Near East, India and China.... A first glance at the distribution of power at this time in the Central Asian region shows that the Kushan Empire is a top candidate since it ideally meets all requirements in terms of geography, time and culture.


This empire reached its prime during the reign of the ruler Kanishka. The Kushans merged

the influences of various cultures from Greece to Mongolia into their own style in a masterly manner. The following statement, taken at random from the Internet, is typical: "The Kushans

became affluent through trade, particularly with Rome, as their large issues of gold coins

show. These coins, which exhibit the figures of Greek, Roman, Iranian, Hindu, and Buddhist

deities and bear inscriptions in adapted Greek letters, are witness to the toleration and to the

syncretism in religion and art that prevailed in the Kushan Empire."

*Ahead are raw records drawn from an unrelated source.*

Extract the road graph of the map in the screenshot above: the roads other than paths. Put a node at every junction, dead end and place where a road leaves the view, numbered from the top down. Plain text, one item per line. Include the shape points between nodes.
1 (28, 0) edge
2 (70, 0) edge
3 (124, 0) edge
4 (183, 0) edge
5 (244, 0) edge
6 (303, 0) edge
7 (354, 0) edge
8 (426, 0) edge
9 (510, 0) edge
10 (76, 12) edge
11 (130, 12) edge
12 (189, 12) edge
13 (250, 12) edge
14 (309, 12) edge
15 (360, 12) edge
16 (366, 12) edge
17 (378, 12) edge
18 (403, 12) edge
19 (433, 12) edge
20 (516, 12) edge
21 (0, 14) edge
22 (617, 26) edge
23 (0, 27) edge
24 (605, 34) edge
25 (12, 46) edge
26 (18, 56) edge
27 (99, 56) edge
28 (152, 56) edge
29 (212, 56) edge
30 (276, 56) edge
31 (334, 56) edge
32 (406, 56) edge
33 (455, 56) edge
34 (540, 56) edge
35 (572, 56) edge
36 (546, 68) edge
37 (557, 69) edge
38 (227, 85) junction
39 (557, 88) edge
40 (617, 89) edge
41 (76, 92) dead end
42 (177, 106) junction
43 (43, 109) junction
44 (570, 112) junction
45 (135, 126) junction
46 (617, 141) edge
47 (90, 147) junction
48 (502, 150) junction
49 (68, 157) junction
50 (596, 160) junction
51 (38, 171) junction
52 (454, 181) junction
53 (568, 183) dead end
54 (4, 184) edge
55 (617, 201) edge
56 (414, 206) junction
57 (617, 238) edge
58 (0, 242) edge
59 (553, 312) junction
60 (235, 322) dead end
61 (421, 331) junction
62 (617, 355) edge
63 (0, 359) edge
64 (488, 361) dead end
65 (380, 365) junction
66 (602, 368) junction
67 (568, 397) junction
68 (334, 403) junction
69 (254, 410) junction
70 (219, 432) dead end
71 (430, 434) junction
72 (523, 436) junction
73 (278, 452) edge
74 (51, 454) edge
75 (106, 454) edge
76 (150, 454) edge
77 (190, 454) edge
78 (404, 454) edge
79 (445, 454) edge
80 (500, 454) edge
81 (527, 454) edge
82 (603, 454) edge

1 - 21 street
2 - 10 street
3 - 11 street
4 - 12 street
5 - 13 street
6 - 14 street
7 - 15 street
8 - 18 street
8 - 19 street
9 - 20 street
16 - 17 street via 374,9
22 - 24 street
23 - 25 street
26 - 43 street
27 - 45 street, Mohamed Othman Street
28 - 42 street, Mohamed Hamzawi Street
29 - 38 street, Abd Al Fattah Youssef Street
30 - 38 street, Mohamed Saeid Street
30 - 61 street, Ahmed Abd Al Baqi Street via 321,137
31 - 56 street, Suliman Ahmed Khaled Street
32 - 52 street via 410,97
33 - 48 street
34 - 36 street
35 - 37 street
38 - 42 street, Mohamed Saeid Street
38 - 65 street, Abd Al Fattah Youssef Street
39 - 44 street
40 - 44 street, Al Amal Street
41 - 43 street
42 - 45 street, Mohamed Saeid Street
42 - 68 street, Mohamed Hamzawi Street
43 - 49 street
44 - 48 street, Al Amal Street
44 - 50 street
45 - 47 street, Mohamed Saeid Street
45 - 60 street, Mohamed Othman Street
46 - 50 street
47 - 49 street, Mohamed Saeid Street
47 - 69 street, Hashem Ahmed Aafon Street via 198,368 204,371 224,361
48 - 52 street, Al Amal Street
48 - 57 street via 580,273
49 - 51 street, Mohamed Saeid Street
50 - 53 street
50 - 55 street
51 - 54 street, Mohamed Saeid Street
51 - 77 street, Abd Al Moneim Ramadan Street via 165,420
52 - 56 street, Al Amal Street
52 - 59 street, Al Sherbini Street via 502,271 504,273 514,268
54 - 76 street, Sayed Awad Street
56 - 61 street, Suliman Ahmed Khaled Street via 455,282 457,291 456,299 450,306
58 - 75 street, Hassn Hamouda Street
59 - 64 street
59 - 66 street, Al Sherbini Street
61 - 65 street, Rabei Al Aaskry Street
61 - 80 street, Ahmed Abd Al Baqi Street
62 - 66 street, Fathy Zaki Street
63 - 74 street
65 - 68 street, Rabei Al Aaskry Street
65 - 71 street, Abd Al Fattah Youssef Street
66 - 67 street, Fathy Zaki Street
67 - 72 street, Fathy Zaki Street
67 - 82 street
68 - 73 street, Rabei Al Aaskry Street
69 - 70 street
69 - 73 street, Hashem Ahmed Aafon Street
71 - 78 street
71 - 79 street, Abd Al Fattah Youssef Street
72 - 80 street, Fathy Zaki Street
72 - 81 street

Isaak Linder is, as far as I know, the only chess historian who has suggested the Kushan

Empire as a potential candidate for the genesis of chess and presented pieces from the 2nd

century AD, found in 1972 during archaeological excavations in the Bactrian settlement of

Dalversin-Tepe, a citadel from the later Kushan Empire(cf. Fig. 7). Linder believes that these pieces belonged to a game which predates "Tschaturanga". Meissenburg has not left this opinion unchallenged. Perhaps we are only at the very beginning of our work!


Fig. 7: Pieces according to Linder


아래 지도 참조: BC500-AD500 중앙아시아 역사지도 from worldhistorymaps.info.









The core of my thesis is thus: Military, divinatory, mathematical or other theories did

not create chess, these theories followed the game of chess. Rather, the systematic combination of sophisticated game concepts in the Kushan Empire were the beginnings of

this game.


So these are my answers to the questions of Egbert Meissenburg:


• Who? ►The Kushans

• Where? ►In Central Asia

• When? ►Between 50 BC and 200 AD

• How? ►By systematic combination of three sophisticated game concepts

• Why? ►Because of the Kushan syncretism


And finally, the thesis of an intercultural development of the game of chess along the Silk Road with the melting pot of the Kushan Empire may help the centuries-old debate on "Either-Or" (Persia or India or China) out of it's dead-end street. Nearly all chess historians would thus be right to a certain extent - or would have been right, regardless of where they suspected chess as having its origins, but only in part. I could put this more positively: I believe that it is only thanks to the variety of reports, theses and legends over thousands of years, which as Petzold so succinctly put it sometimes contain a speck of truth, that a promising, but as yet to be verified scent has been uncovered which points towards Kushan.


I hope that my reflections and theses have a stimulating effect so that we can finally come a

little closer to understanding the "Melting Pot of Chess" through our concerted efforts, and

enrich our research through the additional aspect of Kushan. A number of introductory texts

on the topic of Kushan can be found at various sites on the Internet, some of which I have

listed by way of example.


During my search of the Internet I also hit upon the web site of Robert Bracey. In response

to my inquiry, he wrote that he knew of more pieces apart from those objects discovered in

Dalversin-Tepe and amongst others named a Kushan piece from the 1st – 2nd century AD. On

August 18, 2001 he informed me: "I have enclosed a picture of the gold figure I mentioned. It

was exhibited a few years ago and I have taken the figure from the catalogue. The figure has

a lead core and is covered in gold (it is the deformation of the lead core which is responsible

for its poor condition). It is probably intended to represent a charioteer and the dress is similar to that of Kushan royalty. However it is dissimilar to votary pieces and the flattened base indicates its use for games (though perhaps not chess)." I would like to show this object here to give you an initial impression of Kushan art, though I do not want to relate it directly to chess(cf. Fig. 9).